On Tuesday, I will magically switch decades in my life, with the ticking of a clock move from one stage of life to another, or so they say. I don't really think our lives are arranged in decades, but popular thought seems to tend otherwise.
In a way, I can't wait to leave my thirties behind me. Looking back, it was a decade of spinning wheels, indecision, and wasted time. Okay, so I had all three of my children in my thirties. They are the best blessing anyone could have, but so much else was going on that they didn't get the perfect, planned childhood I had dreamed of. Life gets in the way.
For one thing, we moved. A lot. From Minnesota to Missouri back to northwestern Minnesota, to my old neighborhood in suburban Minnesota to a remote valley in northern California, to here, but almost back to California. To here, finally, the place where my dreams live. I'm going to move away from the new house when they drag my cold, stiff body out of it.
I realize now I was depressed a lot in my thirties. Not suicidal depressed, (okay, maybe once, but luckily I was too chicken to cut my own flesh) but just not into living. And that's a terrible thing to give your children.

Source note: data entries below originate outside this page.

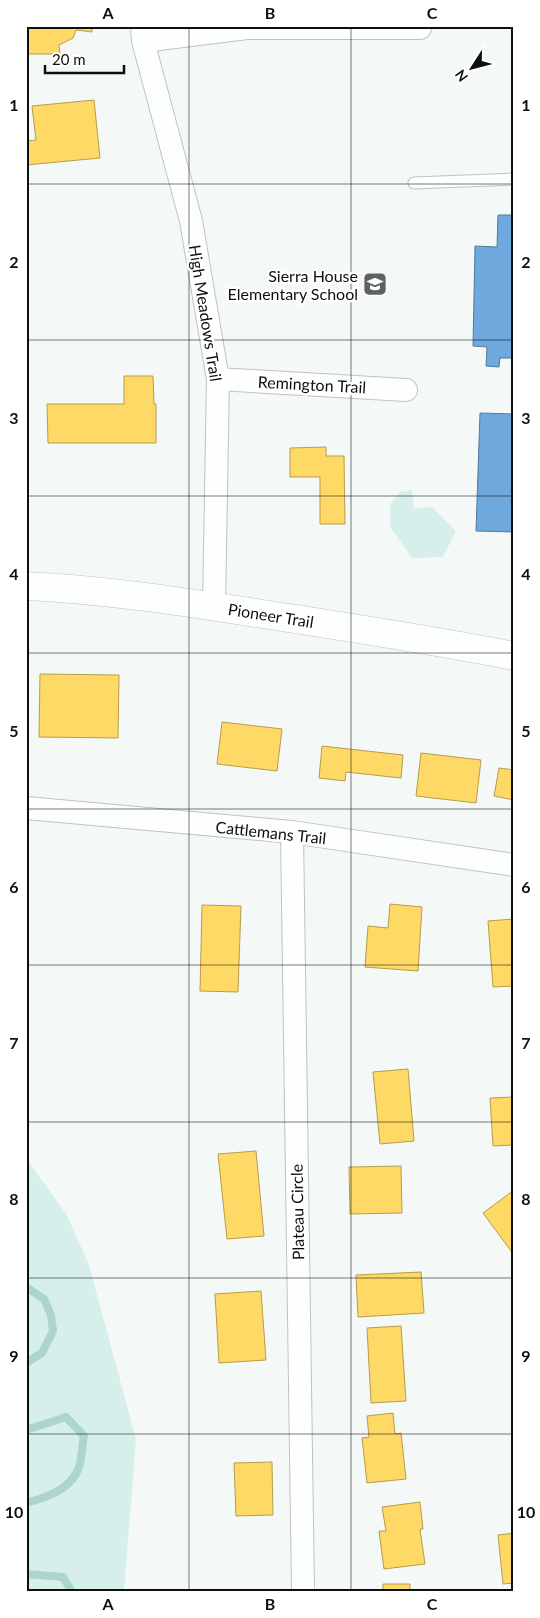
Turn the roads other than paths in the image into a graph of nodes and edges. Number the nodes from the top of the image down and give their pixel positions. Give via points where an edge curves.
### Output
1 (420, 28) dead end
2 (143, 34) edge
3 (514, 178) edge
4 (414, 183) dead end
5 (218, 379) junction
6 (406, 390) dead end
7 (26, 586) edge
8 (214, 606) junction
9 (514, 656) edge
10 (26, 808) edge
11 (292, 832) junction
12 (514, 865) edge
13 (303, 1592) edge

1 - 2 street via 247,28
2 - 5 street, High Meadows Trail via 191,221
3 - 4 lane
5 - 6 street, Remington Trail
5 - 8 street, High Meadows Trail
7 - 8 main road, Pioneer Trail via 76,588
8 - 9 main road, Pioneer Trail
10 - 11 street, Cattlemans Trail
11 - 12 street, Cattlemans Trail
11 - 13 street, Plateau Circle

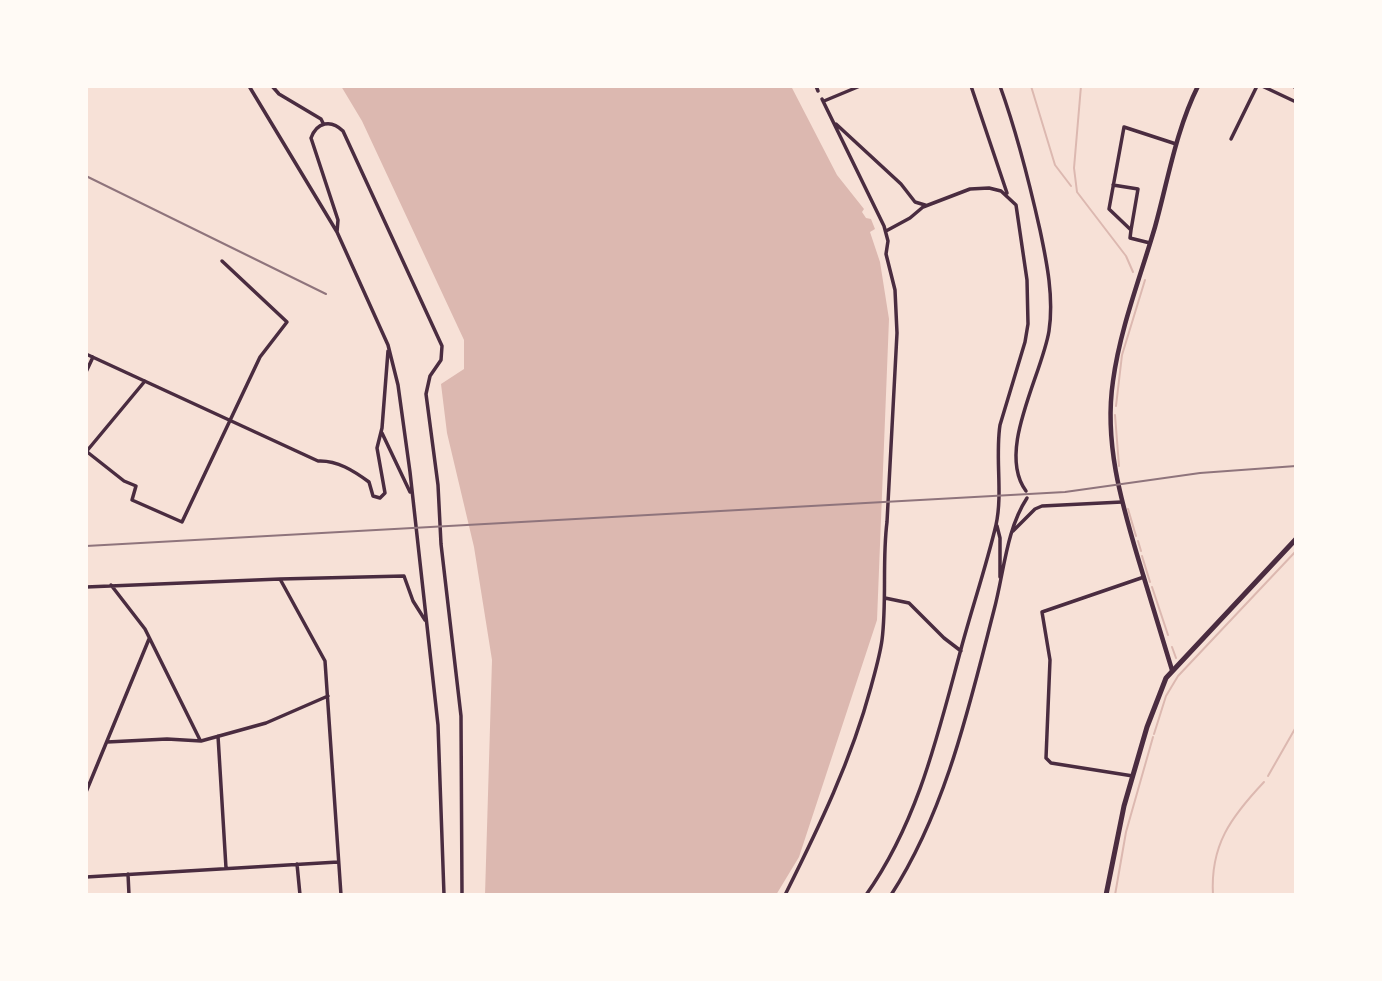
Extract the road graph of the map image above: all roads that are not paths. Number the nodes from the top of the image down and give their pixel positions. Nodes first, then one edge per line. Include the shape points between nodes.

I have not felt depressed for a long time. Today the sun was shining, and while I was washing dishes Calvin asked if I would come outside and play lacrosse with him. My stepdaughter had just given him a lacrosse set, two netted sticks and a plastic ball. So I did, and he had me going into the woods fetching the ball far too many times, but we had fun. Spontaneous, outdoor fun. I could not have done that three years ago. Or maybe two. Or one.
Then, after I got the dishes done, I felt like a little walk in the woods. It was there that I saw the spores of the cinnamon ferns, pictured above, standing over the snow. It doesn't take a lot of effort to find something here that really moves me.
So it is coming up on spring, I am going to move into my dream house this summer, I am going to have my best garden ever, and even sell at the farmers market and play music there. Who could ask for anything more?